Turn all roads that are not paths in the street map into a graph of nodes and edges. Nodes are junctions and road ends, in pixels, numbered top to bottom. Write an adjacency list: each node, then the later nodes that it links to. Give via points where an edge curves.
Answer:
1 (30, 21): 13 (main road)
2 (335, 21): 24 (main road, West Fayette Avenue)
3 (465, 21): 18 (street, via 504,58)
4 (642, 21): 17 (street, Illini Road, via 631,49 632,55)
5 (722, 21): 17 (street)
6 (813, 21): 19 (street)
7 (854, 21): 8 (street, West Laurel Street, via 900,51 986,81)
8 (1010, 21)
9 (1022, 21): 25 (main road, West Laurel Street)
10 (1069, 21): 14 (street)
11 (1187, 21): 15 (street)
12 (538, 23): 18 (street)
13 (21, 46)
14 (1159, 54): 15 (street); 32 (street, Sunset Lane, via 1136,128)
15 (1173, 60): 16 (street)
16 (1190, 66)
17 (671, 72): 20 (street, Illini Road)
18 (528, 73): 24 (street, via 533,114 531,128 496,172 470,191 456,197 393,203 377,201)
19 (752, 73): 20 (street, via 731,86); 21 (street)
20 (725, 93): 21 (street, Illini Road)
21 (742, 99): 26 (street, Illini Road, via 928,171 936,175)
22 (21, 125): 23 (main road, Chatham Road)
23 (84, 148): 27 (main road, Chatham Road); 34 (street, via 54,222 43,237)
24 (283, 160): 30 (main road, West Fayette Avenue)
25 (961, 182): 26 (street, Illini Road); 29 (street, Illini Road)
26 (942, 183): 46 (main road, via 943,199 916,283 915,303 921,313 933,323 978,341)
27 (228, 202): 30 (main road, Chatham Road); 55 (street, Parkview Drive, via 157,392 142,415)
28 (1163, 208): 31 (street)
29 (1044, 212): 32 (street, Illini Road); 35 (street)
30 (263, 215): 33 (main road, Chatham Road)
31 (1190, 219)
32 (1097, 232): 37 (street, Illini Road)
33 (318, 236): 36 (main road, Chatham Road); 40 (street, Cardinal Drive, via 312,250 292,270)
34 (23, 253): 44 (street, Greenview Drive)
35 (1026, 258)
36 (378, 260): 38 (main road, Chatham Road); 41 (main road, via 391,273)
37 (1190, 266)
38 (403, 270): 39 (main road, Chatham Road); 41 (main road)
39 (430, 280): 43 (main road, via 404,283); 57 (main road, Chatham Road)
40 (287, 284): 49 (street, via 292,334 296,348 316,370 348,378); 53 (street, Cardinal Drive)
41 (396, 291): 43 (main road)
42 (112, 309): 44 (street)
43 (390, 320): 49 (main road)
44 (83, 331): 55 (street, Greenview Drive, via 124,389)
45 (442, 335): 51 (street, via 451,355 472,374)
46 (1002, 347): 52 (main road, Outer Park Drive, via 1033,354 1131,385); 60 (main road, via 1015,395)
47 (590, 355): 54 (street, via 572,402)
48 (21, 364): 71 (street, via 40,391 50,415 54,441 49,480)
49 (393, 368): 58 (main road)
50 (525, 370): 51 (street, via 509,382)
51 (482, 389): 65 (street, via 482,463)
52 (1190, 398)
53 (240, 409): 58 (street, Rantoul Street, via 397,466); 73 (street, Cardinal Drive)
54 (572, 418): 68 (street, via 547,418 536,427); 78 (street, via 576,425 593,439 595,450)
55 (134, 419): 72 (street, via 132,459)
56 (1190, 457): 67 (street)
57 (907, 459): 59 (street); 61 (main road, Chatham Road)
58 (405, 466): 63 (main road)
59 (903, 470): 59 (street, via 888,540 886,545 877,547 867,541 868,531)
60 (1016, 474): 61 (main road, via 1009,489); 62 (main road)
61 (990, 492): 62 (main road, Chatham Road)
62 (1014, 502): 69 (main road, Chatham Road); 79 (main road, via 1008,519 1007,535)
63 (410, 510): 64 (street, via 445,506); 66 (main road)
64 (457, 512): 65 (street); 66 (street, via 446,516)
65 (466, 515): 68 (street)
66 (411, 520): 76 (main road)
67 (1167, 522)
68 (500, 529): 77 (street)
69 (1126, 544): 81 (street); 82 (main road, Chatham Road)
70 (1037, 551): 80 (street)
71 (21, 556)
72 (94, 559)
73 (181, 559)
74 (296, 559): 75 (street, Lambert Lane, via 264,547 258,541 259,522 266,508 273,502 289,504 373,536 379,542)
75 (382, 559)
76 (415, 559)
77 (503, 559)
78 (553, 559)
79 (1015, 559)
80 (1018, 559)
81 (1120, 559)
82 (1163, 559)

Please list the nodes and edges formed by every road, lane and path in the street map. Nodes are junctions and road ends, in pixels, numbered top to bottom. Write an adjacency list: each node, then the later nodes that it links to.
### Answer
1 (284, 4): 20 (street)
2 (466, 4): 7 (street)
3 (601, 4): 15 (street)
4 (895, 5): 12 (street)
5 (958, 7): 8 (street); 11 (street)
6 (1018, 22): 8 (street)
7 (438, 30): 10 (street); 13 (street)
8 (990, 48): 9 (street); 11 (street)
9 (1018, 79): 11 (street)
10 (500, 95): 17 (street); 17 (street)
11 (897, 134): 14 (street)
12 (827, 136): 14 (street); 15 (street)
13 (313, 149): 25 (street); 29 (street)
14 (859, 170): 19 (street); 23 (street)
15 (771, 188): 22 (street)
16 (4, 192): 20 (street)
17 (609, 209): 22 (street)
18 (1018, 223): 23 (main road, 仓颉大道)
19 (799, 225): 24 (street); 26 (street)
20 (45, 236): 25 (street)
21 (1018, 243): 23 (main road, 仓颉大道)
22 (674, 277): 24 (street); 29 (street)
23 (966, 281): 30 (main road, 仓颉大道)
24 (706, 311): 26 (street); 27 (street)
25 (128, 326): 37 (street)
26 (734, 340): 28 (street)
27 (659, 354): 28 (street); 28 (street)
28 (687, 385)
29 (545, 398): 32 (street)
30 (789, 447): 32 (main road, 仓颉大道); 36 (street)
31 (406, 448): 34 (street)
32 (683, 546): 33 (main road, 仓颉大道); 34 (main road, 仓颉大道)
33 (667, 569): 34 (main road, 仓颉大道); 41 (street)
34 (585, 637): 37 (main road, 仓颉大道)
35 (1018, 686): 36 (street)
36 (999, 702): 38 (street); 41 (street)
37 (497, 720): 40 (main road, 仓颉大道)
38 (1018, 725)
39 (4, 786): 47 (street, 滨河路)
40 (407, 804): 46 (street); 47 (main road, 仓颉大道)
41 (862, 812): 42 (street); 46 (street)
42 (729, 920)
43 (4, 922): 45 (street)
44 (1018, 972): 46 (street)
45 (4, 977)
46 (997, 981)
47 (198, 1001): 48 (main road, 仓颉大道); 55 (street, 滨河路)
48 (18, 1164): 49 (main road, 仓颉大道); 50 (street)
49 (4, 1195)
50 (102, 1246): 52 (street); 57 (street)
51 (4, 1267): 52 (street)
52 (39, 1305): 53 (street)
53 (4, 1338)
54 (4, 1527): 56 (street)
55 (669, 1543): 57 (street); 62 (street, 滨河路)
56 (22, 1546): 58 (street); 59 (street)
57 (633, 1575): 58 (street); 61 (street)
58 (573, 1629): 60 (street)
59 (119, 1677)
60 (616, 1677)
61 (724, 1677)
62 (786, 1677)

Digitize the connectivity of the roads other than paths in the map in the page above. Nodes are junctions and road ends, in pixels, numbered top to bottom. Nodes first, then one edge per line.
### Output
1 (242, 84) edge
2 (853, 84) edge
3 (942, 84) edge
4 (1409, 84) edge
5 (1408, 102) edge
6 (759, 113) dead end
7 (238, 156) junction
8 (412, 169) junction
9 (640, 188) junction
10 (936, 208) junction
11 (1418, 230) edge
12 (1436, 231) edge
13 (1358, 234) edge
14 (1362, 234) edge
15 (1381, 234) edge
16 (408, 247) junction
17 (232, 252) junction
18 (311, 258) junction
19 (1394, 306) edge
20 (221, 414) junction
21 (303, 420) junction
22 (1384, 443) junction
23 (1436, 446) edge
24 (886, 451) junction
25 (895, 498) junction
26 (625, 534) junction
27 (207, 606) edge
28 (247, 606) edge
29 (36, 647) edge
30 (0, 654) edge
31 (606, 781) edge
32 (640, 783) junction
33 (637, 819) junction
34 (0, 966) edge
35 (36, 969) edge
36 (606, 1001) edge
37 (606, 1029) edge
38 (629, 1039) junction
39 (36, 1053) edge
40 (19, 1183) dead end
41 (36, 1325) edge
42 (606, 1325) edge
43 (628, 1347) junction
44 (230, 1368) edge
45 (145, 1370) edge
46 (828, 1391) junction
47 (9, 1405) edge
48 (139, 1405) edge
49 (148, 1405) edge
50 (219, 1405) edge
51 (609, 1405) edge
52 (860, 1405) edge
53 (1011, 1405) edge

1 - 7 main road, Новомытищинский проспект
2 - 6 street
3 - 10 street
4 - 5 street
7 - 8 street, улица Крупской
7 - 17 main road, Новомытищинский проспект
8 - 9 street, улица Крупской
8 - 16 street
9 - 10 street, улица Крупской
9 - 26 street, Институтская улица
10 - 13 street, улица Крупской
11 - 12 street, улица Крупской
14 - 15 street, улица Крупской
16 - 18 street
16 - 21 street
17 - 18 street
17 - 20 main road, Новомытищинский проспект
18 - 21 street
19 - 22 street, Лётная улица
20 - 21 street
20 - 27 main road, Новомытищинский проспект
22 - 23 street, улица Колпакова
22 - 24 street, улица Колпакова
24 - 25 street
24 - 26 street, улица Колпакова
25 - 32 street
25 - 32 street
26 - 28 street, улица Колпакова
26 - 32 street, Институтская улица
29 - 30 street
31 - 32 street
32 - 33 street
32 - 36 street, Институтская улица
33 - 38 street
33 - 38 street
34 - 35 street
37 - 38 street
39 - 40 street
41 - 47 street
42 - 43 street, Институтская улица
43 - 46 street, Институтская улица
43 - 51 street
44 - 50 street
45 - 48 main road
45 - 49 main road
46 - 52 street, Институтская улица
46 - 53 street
########
_YOUR TASK_:
In the entries above, count the lines that contain the string "ends" and reply with the number only.

_RESULT OF THE TASK_:
3